C'est un phénomène très visible (parfois de façon caricaturale...) chez les trentenaires passés, qui cherchent à tout prix à trouver l'homme ou la femme avec lequel fonder une famille. Ils se rencontrent, et quelques mois à peine après ils sont mariés et le bébé est déjà en route. Je doute qu'on puisse vraiment apprendre à connaître quelqu'un en 6 mois, et il faut sûrement beaucoup de chance pour rencontrer l'Amour de cette façon.
Et après, on s'étonne que la moitié des mariages finissent en divorce...

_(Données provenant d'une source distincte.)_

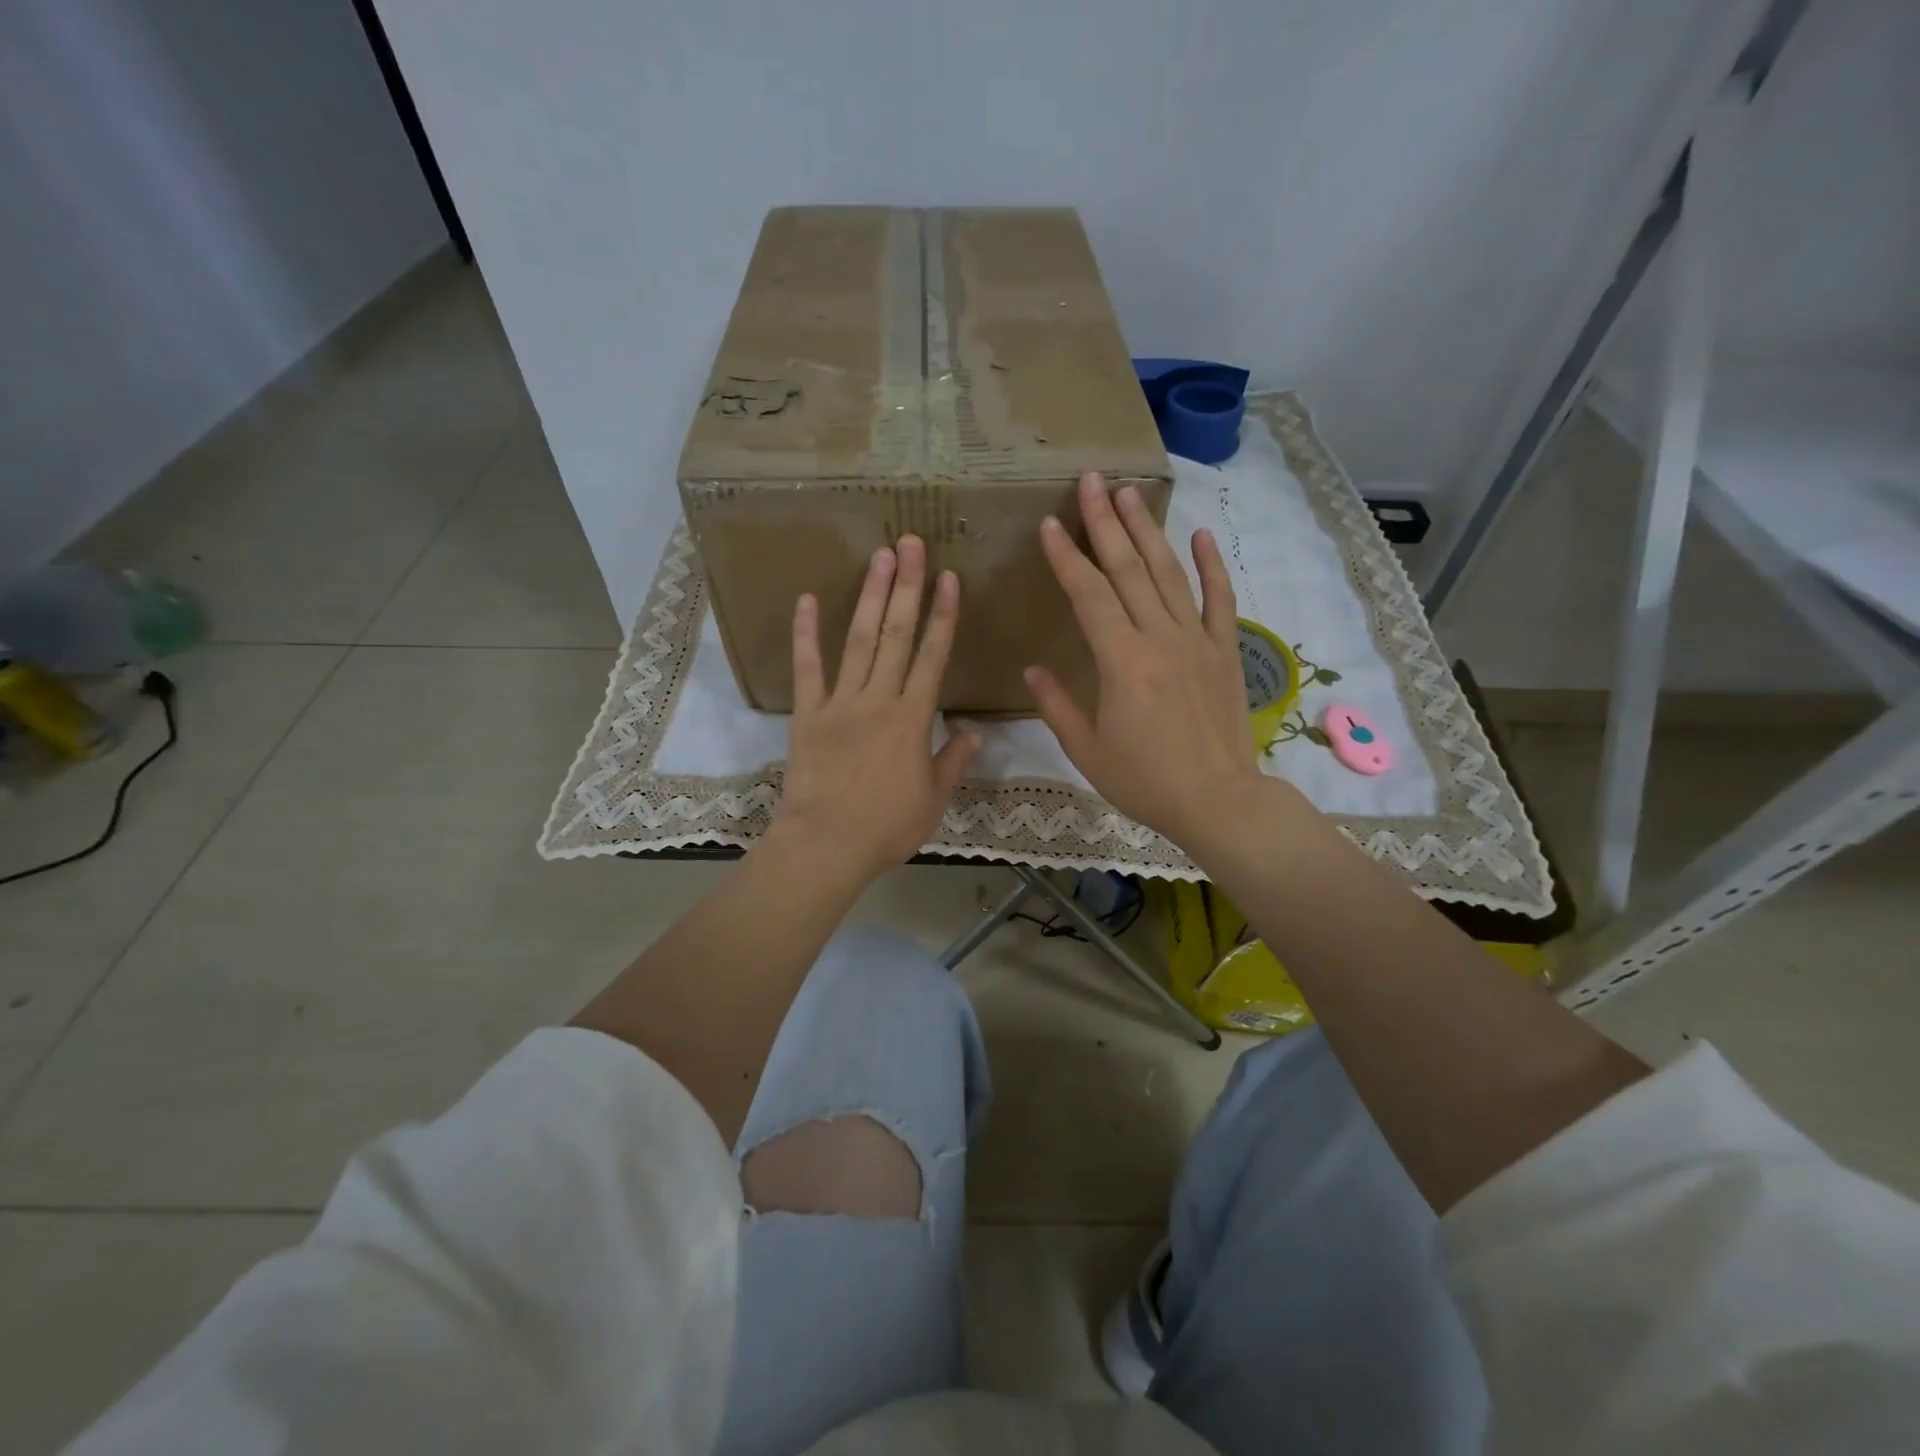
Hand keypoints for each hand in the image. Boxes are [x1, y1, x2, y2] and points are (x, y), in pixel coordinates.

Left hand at [772, 535, 979, 881]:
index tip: (950, 577)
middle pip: (897, 634)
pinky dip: (807, 633)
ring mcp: (840, 702)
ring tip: (880, 556)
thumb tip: (974, 733)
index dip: (943, 615)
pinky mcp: (807, 713)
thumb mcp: (933, 799)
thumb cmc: (887, 827)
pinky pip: (807, 668)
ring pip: (860, 640)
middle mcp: (879, 699)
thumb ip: (953, 761)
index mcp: (913, 719)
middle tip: (912, 543)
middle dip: (908, 586)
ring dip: (871, 597)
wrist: (827, 845)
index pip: (933, 656)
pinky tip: (809, 599)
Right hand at [1026, 472, 1262, 850]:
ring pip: (1170, 574)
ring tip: (1130, 493)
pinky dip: (1211, 566)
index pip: (1089, 595)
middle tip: (1091, 480)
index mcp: (1121, 662)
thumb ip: (1056, 705)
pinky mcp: (1225, 651)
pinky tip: (1198, 536)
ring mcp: (1197, 641)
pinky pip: (1219, 600)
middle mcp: (1160, 638)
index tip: (1051, 524)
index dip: (1067, 557)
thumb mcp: (1087, 751)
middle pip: (1129, 569)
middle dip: (1106, 522)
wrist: (1218, 801)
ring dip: (1148, 531)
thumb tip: (1033, 669)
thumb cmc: (1145, 781)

Amélie_mélo : sinon, en ce qui concerne ta question de base : je ne crois pas en l'âme sœur unique et absolue. D'une part parce que ça ne correspond pas aux quelques convictions que je porte ; et d'autre part, parce que je ne trouve pas que ce soit une conception très bonne ni très "saine"... mais j'y reviendrai un peu plus bas.
Je n'ai jamais considéré aucune des personnes que j'ai aimé comme étant l'âme sœur unique et absolue tant attendue. Je ne suis pas assez présomptueux pour savoir si une relation va durer "toute la vie" ou si l'amour sera "éternel" - qui peut savoir comment les choses se passent, comment les gens évoluent avec le temps ?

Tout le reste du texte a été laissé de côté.